Unabhängig von der Institutionalisierung dieser Seminare, sind Fortbildungen von InfoO/extern zu erwägen, damit diese über die wesentlichen aktuellen Entwicklungen im Bundesheer informiert sind. Zusätzlich könnte es Regionaltage geben, um die ULV-relevanten Einrichtungen in den Bundesländern kennenzulernen – nicht nur jene der Streitkräfte. Angedacht sind auch Jahresmottos, die aktuell sind und ein Jahr im Fokus stehen sollen, z. B. Blackout. Es bleibt den InfoO/extern auch offen, an den heeresinternen InfoO-Fort- und -Weiterbildungsveranstaltungen regional und überregional teilzunehmen.

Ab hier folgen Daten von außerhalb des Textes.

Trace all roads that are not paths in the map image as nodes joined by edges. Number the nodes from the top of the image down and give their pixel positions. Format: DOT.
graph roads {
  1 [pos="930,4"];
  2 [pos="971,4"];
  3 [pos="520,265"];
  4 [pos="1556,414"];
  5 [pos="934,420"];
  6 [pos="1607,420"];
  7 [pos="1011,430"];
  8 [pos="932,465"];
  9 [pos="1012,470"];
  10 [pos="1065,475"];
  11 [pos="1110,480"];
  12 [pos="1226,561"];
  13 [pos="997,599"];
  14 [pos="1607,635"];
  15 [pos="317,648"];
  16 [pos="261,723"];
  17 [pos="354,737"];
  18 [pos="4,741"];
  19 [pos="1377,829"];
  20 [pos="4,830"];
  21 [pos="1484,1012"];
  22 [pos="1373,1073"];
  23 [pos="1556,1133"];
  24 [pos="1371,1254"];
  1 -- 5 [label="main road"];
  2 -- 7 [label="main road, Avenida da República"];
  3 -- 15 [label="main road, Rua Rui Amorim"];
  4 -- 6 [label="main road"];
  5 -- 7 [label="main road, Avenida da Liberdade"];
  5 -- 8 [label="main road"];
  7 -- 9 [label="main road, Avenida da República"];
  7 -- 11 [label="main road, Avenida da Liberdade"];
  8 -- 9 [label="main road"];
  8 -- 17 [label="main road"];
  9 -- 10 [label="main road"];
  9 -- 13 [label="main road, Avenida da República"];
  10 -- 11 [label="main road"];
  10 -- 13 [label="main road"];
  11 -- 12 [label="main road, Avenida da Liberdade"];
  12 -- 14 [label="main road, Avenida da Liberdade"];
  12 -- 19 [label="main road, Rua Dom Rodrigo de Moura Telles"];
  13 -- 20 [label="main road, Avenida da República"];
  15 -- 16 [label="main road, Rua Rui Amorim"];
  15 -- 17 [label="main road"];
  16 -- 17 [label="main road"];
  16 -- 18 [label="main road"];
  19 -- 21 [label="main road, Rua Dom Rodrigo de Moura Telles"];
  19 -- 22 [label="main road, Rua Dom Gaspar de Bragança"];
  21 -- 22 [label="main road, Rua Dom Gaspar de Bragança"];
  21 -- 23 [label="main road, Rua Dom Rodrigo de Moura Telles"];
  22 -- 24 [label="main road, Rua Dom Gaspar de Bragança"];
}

Nach der Bestellung zum InfoO/extern sind sie Teil der „InfoO-Community“ und werden vom Österreichischen Bundesheer mit Informationen aus erster Hand beteilt.

Hofrat Gerold Keusch, BA MA; Leiter Online-Medien beim TRUPPENDIENST.


Dieser Artikel erschien im TRUPPENDIENST 1/2024 (396).